Ce besoin maladif d’avoir raison « quand même »
Alors que maintes fois, poussés jusqu’à l’extrême
Avec preuves à l’appui dans certains cas précis
Vos gradés s’inclinaient, vous dessert aujourd’hui.
Il n’est pas de domaines, y compris la manoeuvre,
Où vous n’ayez sévi, et je n’en veux pour preuve
Que la recherche habile du raisonnement spécieux
Qui vous tirait d’affaire alors que, cafouilleux,
Quand vous aviez raté un facile accostage
C’était la faute du vent ! Pourquoi pas des nuages ?

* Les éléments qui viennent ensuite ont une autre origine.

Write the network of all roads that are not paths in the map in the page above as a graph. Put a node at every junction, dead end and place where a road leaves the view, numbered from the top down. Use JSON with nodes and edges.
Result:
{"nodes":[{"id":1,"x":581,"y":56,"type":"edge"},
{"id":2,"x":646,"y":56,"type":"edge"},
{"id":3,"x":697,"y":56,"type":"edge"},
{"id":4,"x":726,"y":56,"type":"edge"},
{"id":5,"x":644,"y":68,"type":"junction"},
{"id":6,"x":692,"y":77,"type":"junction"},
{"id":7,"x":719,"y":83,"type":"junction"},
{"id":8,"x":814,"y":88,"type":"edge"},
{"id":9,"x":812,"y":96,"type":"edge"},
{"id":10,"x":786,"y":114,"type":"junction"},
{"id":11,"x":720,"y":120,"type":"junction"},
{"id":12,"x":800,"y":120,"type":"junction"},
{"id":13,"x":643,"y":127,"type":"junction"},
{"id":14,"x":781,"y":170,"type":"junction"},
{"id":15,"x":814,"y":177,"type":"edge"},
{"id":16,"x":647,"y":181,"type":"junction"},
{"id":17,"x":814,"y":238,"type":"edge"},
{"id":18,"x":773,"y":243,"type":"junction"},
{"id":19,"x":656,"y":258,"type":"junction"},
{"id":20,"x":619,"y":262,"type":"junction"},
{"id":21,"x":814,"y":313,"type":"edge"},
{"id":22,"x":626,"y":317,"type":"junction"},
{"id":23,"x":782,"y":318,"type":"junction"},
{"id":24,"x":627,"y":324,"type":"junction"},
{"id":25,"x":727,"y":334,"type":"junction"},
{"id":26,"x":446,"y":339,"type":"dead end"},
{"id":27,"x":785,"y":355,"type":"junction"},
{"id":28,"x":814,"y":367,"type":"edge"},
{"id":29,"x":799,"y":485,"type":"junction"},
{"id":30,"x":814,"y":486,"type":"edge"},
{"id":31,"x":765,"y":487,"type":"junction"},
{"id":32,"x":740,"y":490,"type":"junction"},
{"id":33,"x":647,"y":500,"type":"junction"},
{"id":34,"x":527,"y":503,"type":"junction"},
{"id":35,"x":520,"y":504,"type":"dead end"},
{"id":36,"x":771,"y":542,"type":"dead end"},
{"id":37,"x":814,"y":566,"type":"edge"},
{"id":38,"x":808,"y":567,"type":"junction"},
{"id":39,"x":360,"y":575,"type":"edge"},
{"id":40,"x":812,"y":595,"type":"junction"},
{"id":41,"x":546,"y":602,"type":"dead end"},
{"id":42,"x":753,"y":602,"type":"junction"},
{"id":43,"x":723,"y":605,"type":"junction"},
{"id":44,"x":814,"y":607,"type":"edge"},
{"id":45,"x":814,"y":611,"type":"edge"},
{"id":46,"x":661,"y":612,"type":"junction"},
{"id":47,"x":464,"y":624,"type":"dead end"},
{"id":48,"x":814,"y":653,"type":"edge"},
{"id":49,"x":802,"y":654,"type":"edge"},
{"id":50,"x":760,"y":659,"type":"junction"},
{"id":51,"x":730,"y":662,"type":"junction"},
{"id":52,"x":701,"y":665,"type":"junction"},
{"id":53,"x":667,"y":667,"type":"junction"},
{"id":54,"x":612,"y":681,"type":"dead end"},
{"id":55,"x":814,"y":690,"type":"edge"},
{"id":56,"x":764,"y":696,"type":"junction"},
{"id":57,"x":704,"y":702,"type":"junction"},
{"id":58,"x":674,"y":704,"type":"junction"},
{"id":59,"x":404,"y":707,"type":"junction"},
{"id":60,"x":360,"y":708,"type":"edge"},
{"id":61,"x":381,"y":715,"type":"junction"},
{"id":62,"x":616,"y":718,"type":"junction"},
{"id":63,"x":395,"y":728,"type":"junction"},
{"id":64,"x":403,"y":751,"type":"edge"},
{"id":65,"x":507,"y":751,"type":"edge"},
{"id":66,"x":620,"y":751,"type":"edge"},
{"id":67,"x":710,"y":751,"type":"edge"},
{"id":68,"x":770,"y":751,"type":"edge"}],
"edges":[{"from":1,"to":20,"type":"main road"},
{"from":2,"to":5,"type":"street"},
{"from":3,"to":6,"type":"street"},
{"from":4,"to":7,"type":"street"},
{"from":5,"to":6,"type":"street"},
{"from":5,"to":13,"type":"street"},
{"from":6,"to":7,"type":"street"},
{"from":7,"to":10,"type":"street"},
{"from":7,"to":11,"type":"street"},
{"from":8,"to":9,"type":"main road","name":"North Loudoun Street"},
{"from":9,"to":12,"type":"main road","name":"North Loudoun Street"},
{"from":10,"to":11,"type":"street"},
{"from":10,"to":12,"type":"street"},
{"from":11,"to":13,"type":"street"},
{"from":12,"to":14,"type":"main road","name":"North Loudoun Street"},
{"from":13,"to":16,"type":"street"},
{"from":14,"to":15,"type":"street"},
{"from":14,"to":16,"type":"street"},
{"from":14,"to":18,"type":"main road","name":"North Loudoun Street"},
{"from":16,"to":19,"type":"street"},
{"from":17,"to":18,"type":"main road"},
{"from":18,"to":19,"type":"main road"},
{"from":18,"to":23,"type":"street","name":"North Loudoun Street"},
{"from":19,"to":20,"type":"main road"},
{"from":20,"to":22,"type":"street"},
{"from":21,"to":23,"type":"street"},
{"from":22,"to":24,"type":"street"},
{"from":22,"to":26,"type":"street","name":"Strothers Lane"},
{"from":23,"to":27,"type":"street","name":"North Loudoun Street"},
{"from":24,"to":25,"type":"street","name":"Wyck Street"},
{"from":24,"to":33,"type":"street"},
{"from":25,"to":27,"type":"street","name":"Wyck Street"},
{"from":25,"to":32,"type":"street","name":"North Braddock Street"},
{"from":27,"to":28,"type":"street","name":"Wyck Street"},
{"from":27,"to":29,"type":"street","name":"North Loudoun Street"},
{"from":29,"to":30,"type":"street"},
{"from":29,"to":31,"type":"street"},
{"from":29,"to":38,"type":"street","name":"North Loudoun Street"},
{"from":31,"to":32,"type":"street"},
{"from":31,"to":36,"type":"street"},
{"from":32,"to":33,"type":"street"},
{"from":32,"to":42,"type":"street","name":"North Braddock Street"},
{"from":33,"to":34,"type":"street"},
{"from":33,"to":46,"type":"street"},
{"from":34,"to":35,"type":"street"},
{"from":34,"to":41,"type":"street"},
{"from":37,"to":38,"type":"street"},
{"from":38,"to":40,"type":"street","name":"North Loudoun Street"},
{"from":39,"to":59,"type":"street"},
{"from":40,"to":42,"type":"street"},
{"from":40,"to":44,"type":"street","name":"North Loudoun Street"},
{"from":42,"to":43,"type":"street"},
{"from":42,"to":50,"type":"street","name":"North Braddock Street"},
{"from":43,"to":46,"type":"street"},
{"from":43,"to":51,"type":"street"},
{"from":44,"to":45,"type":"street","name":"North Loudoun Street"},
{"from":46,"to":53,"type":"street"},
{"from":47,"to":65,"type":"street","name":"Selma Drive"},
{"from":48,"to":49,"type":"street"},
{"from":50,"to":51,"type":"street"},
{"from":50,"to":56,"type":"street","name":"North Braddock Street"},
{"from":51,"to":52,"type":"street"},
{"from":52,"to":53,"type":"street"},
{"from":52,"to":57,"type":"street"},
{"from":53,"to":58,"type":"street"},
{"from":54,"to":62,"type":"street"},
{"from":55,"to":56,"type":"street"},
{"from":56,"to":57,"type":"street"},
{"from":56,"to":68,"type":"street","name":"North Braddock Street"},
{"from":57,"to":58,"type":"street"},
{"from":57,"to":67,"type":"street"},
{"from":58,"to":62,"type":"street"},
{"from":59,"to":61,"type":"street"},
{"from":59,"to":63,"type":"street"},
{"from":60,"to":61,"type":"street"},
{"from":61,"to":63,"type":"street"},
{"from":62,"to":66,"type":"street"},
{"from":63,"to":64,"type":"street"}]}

Lors de travaux pénibles, tels que ceux du lagon
Tant que tout allait bien, le moral était bon ;
Mais si brutalement, pour une raison obscure,
Vous étiez pris de court, faisiez une bavure,
Il fallait voir alors la précipitation
Quelques fois la pagaille, ou même la confusion
Que suscitaient vos ordres assénés en cadence,
Déclenchant la panique, presque l’état d’urgence !
D’un danseur espagnol, ivre de « Flamenco »
Vos trépignements nerveux en avaient le tempo,
Et pour vous satisfaire dans ces moments sublimes
Il eût fallu, en plus d’un don d’essence divine,
Permettant d’être là, en même temps qu’ici,
Posséder quatre bouches, comme en quadriphonie.
Entre les ordres nets donnés à la machine,
Les conseils de prudence, les murmures en sourdine
Concernant tel ou tel dont l’incapacité
Vous hérissait le poil, il fallait répéter
Outre les angles de barre, les ordres aux propulseurs,
Et surveiller les bouées, et répondre au pousseur !
Et je clos le chapître par la gestion des vivres
Dont l’exercice à bord fut oh combien pénible
Entre les interdits et les obligations
Les menus diététiques et les jours de poisson
Le boni qui grimpait, et le traitement de table
Et le choix des denrées dont le prix abordable
Devait vous satisfaire. Et de votre obsession,
Qu’en est-il maintenant, ce refus des cessions ?
Bref, j’ai connu ici tant de moments épiques,
Me suis fait incendier, traiter comme l’as de pique
Que maintenant, monsieur, définitivement,
Je décide de me mettre aux « abonnés absents ».